Samsung HDR10+ Certification Program, Q8FN QLED Series Go Big Screen
On the day Samsung’s HDR10+ high dynamic range (HDR) licensing and certification program was formally launched, the South Korean TV manufacturer gave a group of U.S. AV technical press an update on its 2018 4K Ultra HD QLED TV lines, all of which support the dynamic metadata-based HDR format.
During the session in its New York City SoHo “loft,” which was set up to demonstrate the extensive home automation tasks that can be executed via vocal commands over Samsung’s Bixby platform, Scott Cohen, Samsung TV product retail trainer, revealed that the company has added a new 82-inch screen size to the Q8FN series tier (for the North American market), which is one step down from the flagship Q9FN series.
Both series offer direct full-array LED back lighting with local dimming. This greatly improves black levels over more edge-lit LED LCD displays in lower tier models, and has higher peak brightness levels. The Q9FN offers more LED back light zones for better lighting control and brightness.
All of the 2018 QLED tier televisions incorporate a film layer containing quantum dot nano particles that boost color, color volume and color gamut, in addition to enhancing the contrast performance of the television. This works in association with the company’s powerful proprietary processing chip, as well as Q Color and Q contrast processing systems.
Samsung’s higher-end models also include an advanced glare-reduction filter that helps to dispel reflections and ambient light interference with the contrast and black levels.
Cohen said that although Samsung has won praise for the 2018 One Connect outboard connector hub with a single thin-cord connection carrying power and source signals to the panel, some retailers/installers have reported that the outboard box isn’t ideal for all set ups and installations. The Q8F series, therefore, omits the One Connect box for a more conventional input connection approach.
The newly added 82-inch Samsung QN82Q8FN (shipping in August at a price to be announced), like Samsung’s HDR10+ HDR profile, addresses the growing consumer demand for larger screen size televisions, and maintains a high level of picture quality at the same time. The 82-inch model joins models measuring 55-, 65- and 75-inches in the line.

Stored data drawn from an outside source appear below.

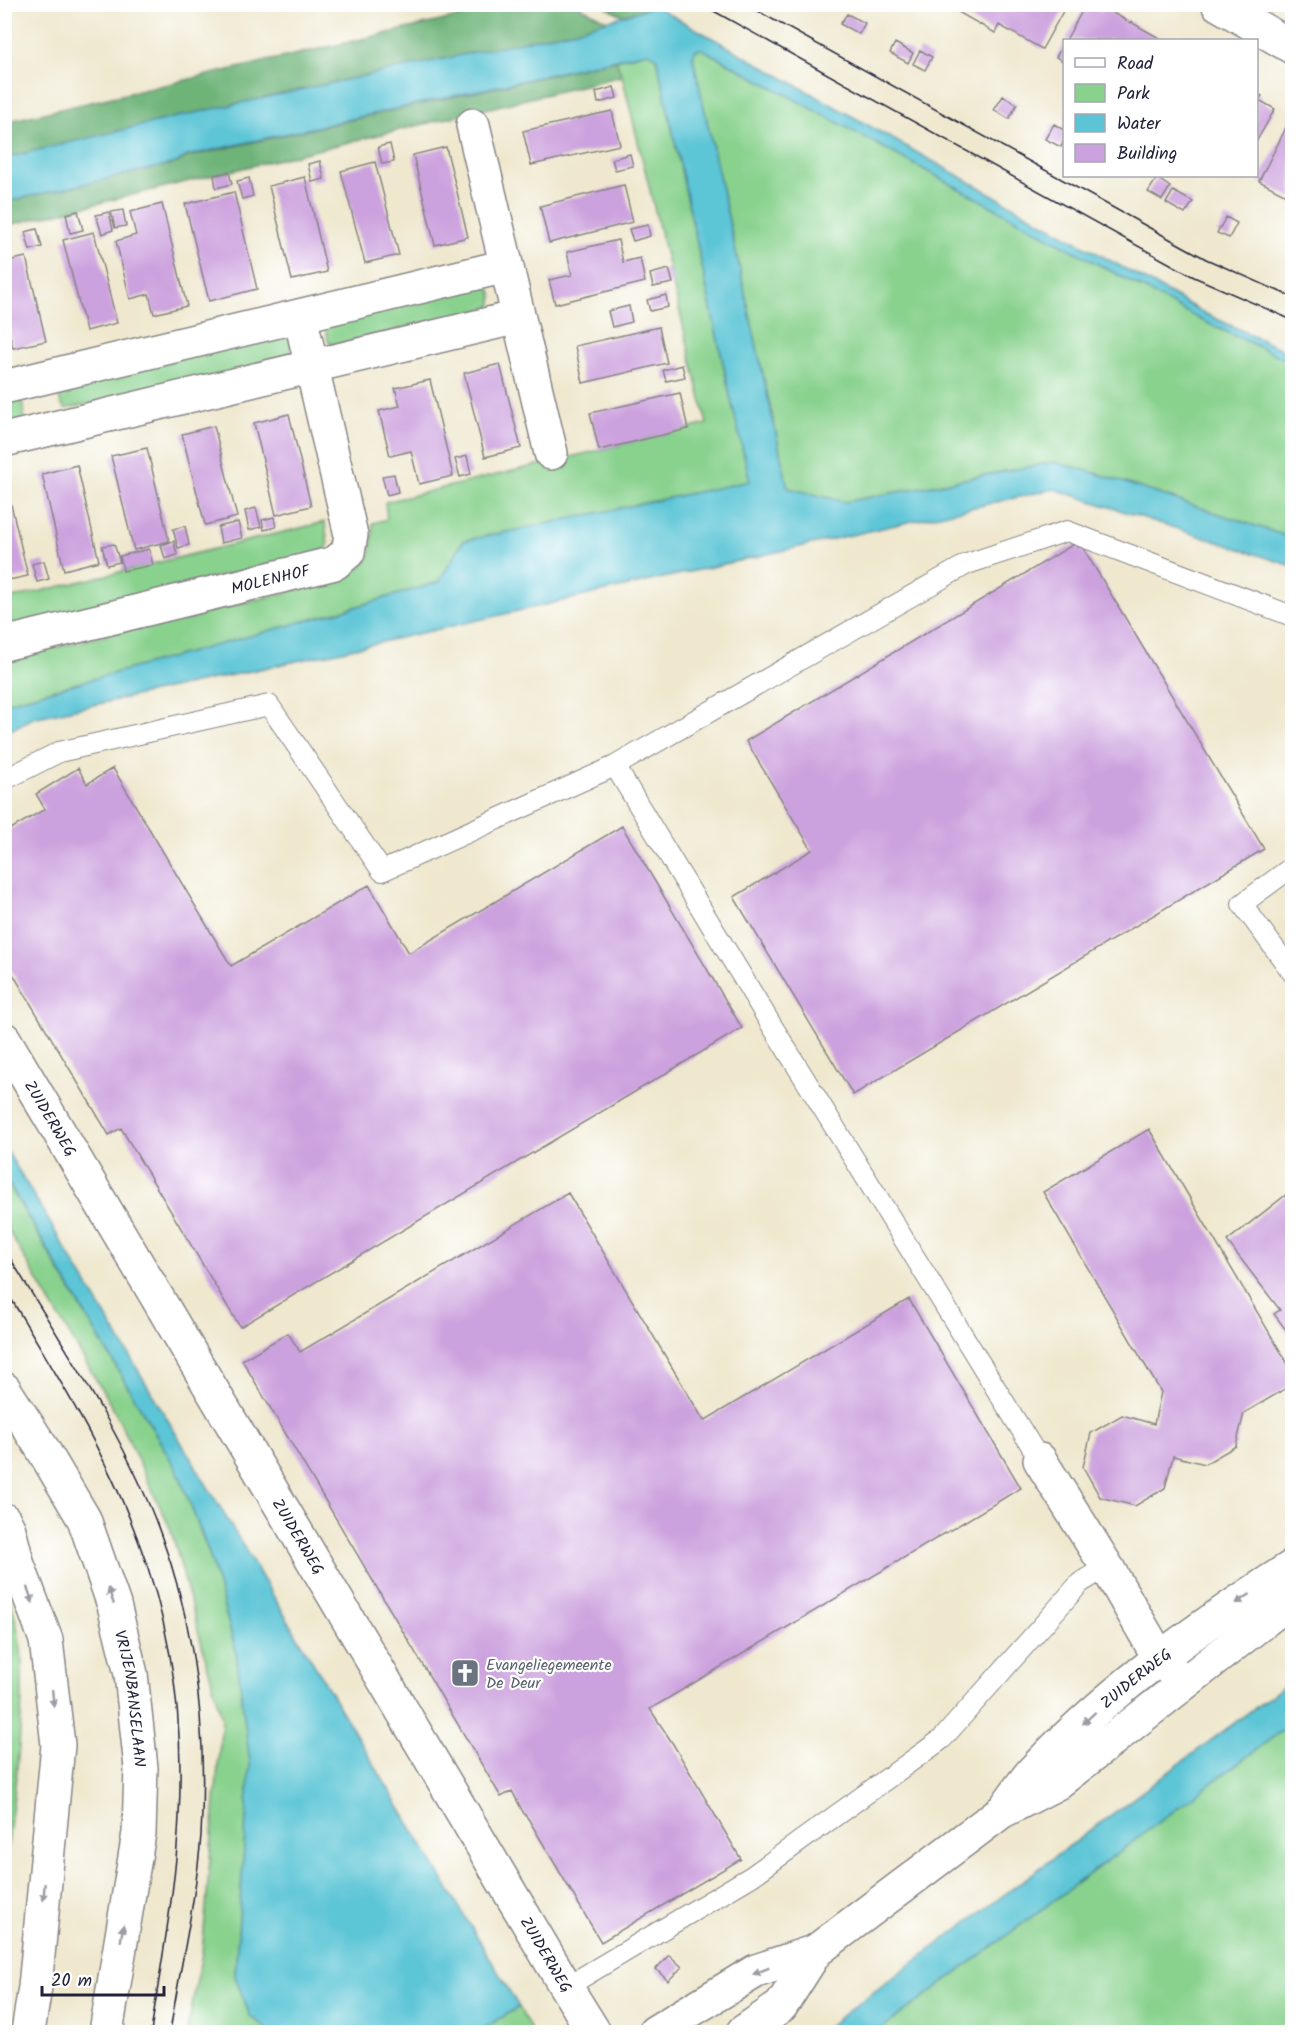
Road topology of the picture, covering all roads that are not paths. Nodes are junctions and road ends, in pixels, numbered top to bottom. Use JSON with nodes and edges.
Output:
{"nodes":[{"id":1,"x":1218,"y":4,"type":"edge"},
{"id":2,"x":1293,"y":47,"type":"edge"},
{"id":3,"x":473,"y":125,"type":"dead end"},
{"id":4,"x":506,"y":266,"type":"junction"},
{"id":5,"x":300,"y":316,"type":"junction"},
{"id":6,"x":518,"y":317,"type":"junction"},
{"id":7,"x":312,"y":366,"type":"junction"},
{"id":8,"x":40,"y":379,"type":"junction"},
{"id":9,"x":4,"y":387,"type":"edge"},
{"id":10,"x":52,"y":429,"type":"junction"},
{"id":11,"x":4,"y":440,"type":"edge"},
{"id":12,"x":550,"y":453,"type":"dead end"},
{"id":13,"x":1293,"y":616,"type":"edge"},
{"id":14,"x":4,"y":644,"type":"edge"},
{"id":15,"x":615,"y":766,"type":"junction"},
{"id":16,"x":4,"y":780,"type":"edge"},
{"id":17,"x":1293,"y":867,"type":"edge"},
{"id":18,"x":1293,"y":972,"type":"edge"},
{"id":19,"x":4,"y":1040,"type":"edge"},
{"id":20,"x":4,"y":1389,"type":"edge"},
{"id":21,"x":1040,"y":1460,"type":"joint"},
{"id":22,"x":4,"y":1520,"type":"edge"},
{"id":23,"x":1107,"y":1567,"type":"junction"},
{"id":24,"x":1293,"y":1567,"type":"edge"},
{"id":25,"x":1293,"y":1599,"type":"edge"},
{"id":26,"x":1160,"y":1659,"type":"junction"},
{"id":27,"x":1184,"y":1684,"type":"junction"},
{"id":28,"x":1001,"y":1812,"type":"junction"},
{"id":29,"x":816,"y":1951,"type":"junction"},
{"id":30,"x":566,"y":1987,"type":"junction"},
{"id":31,"x":28,"y":2032,"type":"edge"},
{"id":32,"x":106,"y":2032,"type":"edge"},
{"id":33,"x":594,"y":2032,"type":"edge"},
{"id":34,"x":655,"y":2032,"type":"edge"},
{"id":35,"x":743,"y":2032,"type":"edge"}],
"edges":[{"from":1,"to":2,"type":"street"},
{"from":3,"to":4,"type":"street"},
{"from":4,"to":5,"type":"street"},
{"from":4,"to":6,"type":"street"},
{"from":5,"to":7,"type":"street","name":"MOLENHOF"},
{"from":5,"to":8,"type":"street"},
{"from":6,"to":7,"type":"street"},
{"from":6,"to":12,"type":"street"},
{"from":7,"to":10,"type":"street"},
{"from":7,"to":14,"type":"street","name":"MOLENHOF"},
{"from":8,"to":9,"type":"street"},
{"from":8,"to":10,"type":"street"},
{"from":10,"to":11,"type":"street"},
{"from":13,"to":15,"type":"lane"},
{"from":15,"to":16,"type":"lane"},
{"from":15,"to":21,"type":"lane"},
{"from":17,"to":18,"type":"lane"},
{"from":19,"to":30,"type":"street","name":"ZUIDERWEG"},
{"from":32,"to":20,"type":"street","name":"VRIJENBANSELAAN","one_way":true},
{"from":21,"to":23,"type":"street"},
{"from":22,"to":31,"type":"street","one_way":true},
{"from":23,"to":26,"type":"street"},
{"from":23,"to":30,"type":"lane"},
{"from":24,"to":26,"type":"street","name":"ZUIDERWEG","one_way":true},
{"from":25,"to":27,"type":"street","name":"ZUIDERWEG"},
{"from":26,"to":27,"type":"street"},
{"from":26,"to":28,"type":"street","name":"ZUIDERWEG","one_way":true},
{"from":27,"to":28,"type":"street","name":"ZUIDERWEG"},
{"from":28,"to":29,"type":"street","name":"ZUIDERWEG"},
{"from":29,"to":34,"type":"street","name":"ZUIDERWEG","one_way":true},
{"from":29,"to":35,"type":"street","name":"ZUIDERWEG"},
{"from":30,"to":33,"type":"street","name":"ZUIDERWEG"}]}
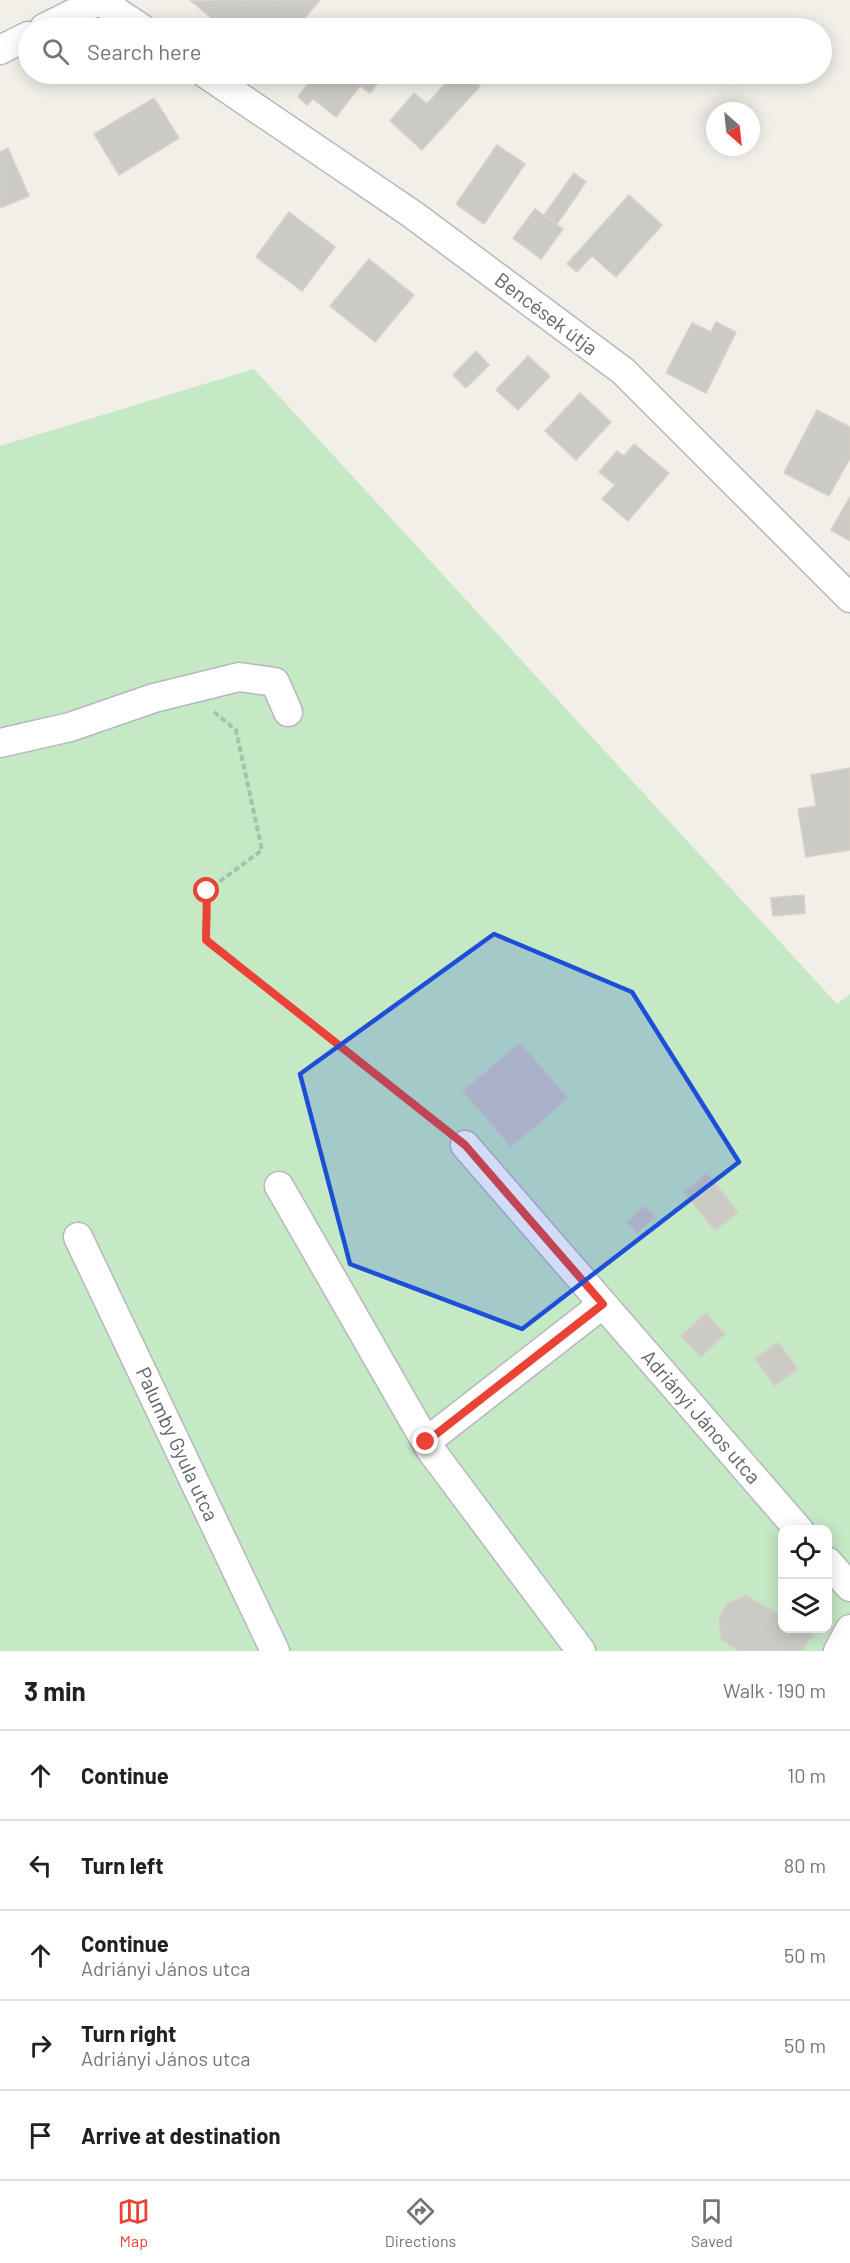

Meanwhile, Samsung and its HDR10+ parterns — Panasonic and Fox — are now encouraging more display and device manufacturers and brands to start licensing and supporting the HDR10+ HDR profile in new-generation 4K UHD products. Samsung (globally) and Panasonic (outside of the U.S.) already sell HDR10+ certified TVs, although so far HDR10+ enabled source devices are scarce. Panasonic plans to market a 4K Ultra HD Blu-ray player that later in the year will support HDR10, HDR10+ and Dolby Vision HDR profiles.
“With an increase in demand for larger displays and premium picture quality, we are thrilled to announce a new HDR10+ licensing and certification program,” said Bill Mandel, Vice President of Industry Relations at Samsung Research America. “This program was designed with consumers in mind, highlighting our commitment to improving the overall HDR experience while simultaneously extending the HDR10+ ecosystem globally.”
The HDR10+ format was developed and championed by Samsung, which enlisted supporters 20th Century Fox and Panasonic. HDR10+ now has been transferred into a joint venture company called HDR10+ Technologies, including the initial, aforementioned members.
“The royalty-free adoption of HDR10+ for content production, distribution and consumption has already gained momentum with over 40 supporting companies,” the Alliance said, adding that the technology “was designed to allow for future development and innovation in order to deliver a more powerful technology in the years to come.”
On the content provider side, both Amazon and Warner Bros have committed to offering HDR10+ content through their services.
Unlike the similar Dolby Vision HDR profile, HDR10+ is an open form of dynamic HDR, which will not have royalty-based licening fees like the competing Dolby Vision profile, although there are certain agreements participants will have to make to sign up.
For example, the HDR10+ license for display and playback devices imposes nominal annual administration fees and will licensees will have to submit products for certification testing.
In exchange for agreeing to the HDR10+ Alliance terms and conditions, members will have access to a logo they can use to help consumers quickly identify that a product supports the HDR10+ profile.
HDR10+ uses dynamic tone mapping to present scene by scene or even frame by frame variations in brightness, color saturation, and contrast.
As with Dolby Vision, at it’s core is the base HDR10 HDR profile that uses static metadata based on one set of color grading parameters for an entire production. This base layer, ensures backward compatibility with HDR10 televisions.
According to the HDR10+ Alliance mission statement: “The HDR10+ license and logo certification is available to interested companies that meet HDR10+ technical and testing specifications. The HDR10+ certification program qualifies the compliance based on different device categories and their technical performance to ensure that HDR10+ compliant products meet high standards for picture quality.”
“The new HDR10+ licensing and certification program represents a technological step forward for next generation displays,” said Danny Kaye, EVP, 20th Century Fox and Managing Director, Fox Innovation Lab. “HDR10+ improves the viewing experience for all audiences by delivering higher picture quality to a wider range of affordable TVs and devices.”